What is needed here is every line of the records that includes "main".

⟨

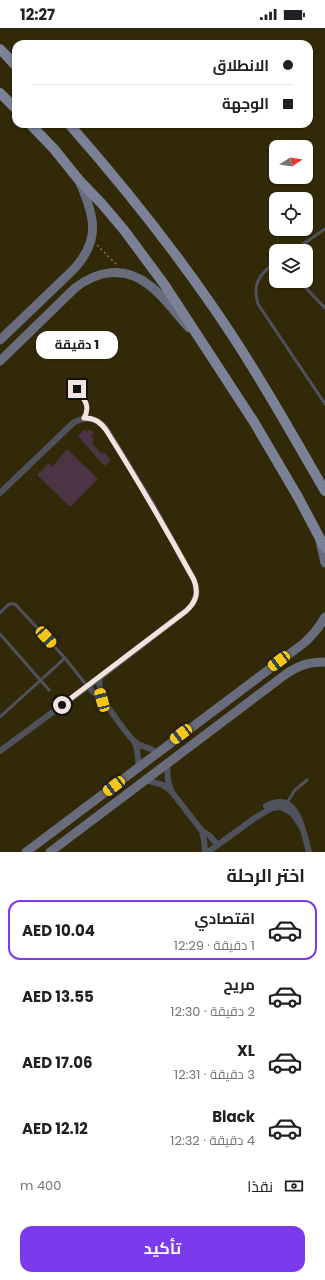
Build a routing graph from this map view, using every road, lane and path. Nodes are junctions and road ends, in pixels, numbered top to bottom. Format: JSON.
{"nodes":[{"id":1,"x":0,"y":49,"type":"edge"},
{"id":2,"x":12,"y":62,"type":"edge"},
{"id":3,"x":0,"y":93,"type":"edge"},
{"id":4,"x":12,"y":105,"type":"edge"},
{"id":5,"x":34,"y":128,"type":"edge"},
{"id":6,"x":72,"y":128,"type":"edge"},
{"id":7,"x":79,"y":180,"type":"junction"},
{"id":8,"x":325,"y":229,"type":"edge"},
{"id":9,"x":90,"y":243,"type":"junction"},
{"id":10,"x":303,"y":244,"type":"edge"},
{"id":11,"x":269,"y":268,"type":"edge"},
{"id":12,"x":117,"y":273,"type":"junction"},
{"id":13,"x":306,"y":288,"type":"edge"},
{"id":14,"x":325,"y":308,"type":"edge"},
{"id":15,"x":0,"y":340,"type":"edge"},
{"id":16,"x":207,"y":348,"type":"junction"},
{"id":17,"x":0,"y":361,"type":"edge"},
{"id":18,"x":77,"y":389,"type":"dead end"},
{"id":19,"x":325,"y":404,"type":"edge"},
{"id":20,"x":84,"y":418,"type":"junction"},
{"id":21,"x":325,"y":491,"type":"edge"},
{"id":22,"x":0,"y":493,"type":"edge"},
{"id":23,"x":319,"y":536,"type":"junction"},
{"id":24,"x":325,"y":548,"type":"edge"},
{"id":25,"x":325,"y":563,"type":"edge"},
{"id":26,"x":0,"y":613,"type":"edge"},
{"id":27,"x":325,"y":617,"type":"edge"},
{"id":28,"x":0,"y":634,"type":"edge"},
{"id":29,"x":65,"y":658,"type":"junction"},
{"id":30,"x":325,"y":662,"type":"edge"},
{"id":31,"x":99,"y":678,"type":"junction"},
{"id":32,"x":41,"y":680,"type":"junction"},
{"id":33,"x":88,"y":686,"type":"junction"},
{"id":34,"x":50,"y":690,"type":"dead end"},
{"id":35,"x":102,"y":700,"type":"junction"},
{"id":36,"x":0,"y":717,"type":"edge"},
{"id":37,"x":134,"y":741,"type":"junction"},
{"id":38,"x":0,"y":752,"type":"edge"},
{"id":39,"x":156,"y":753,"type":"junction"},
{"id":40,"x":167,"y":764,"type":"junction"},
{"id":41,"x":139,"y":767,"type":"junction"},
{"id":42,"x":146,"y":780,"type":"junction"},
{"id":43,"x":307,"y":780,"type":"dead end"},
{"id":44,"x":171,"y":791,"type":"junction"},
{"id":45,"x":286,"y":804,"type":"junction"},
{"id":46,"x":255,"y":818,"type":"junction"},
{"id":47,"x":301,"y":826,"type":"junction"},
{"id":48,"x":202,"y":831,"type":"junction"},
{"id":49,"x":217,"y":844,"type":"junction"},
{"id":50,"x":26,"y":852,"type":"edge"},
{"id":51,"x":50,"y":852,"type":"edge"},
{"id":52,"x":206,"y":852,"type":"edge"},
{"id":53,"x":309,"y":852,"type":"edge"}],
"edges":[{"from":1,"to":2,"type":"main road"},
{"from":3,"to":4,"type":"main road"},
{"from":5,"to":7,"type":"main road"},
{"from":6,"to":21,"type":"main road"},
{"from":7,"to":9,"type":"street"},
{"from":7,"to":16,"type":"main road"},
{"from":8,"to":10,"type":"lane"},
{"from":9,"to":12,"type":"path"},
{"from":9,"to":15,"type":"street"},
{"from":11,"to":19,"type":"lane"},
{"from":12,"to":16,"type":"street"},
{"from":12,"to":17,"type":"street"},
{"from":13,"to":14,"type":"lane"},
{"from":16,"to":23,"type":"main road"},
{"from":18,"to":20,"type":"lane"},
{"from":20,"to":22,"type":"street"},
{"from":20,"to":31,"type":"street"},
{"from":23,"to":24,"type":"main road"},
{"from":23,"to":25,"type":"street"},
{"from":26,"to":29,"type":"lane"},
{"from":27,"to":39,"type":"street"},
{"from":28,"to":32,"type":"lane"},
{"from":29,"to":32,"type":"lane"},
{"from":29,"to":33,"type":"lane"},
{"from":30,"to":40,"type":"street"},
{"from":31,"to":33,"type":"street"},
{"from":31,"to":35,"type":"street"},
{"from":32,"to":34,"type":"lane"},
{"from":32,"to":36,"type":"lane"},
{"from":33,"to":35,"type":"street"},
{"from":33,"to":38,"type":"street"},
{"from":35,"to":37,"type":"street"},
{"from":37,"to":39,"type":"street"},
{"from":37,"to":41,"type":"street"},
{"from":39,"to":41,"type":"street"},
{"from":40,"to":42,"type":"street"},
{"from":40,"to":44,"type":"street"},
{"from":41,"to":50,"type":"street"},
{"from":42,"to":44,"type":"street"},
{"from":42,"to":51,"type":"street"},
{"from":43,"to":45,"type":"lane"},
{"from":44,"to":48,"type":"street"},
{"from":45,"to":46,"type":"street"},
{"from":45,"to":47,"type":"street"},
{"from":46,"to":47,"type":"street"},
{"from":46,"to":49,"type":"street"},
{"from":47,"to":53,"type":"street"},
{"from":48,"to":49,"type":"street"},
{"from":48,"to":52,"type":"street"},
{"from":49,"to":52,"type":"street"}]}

⟩

* Task response
"edges":[{"from":1,"to":2,"type":"main road"},
{"from":3,"to":4,"type":"main road"},
{"from":5,"to":7,"type":"main road"},
{"from":6,"to":21,"type":"main road"},
{"from":7,"to":16,"type":"main road"},
{"from":16,"to":23,"type":"main road"},
{"from":23,"to":24,"type":"main road"},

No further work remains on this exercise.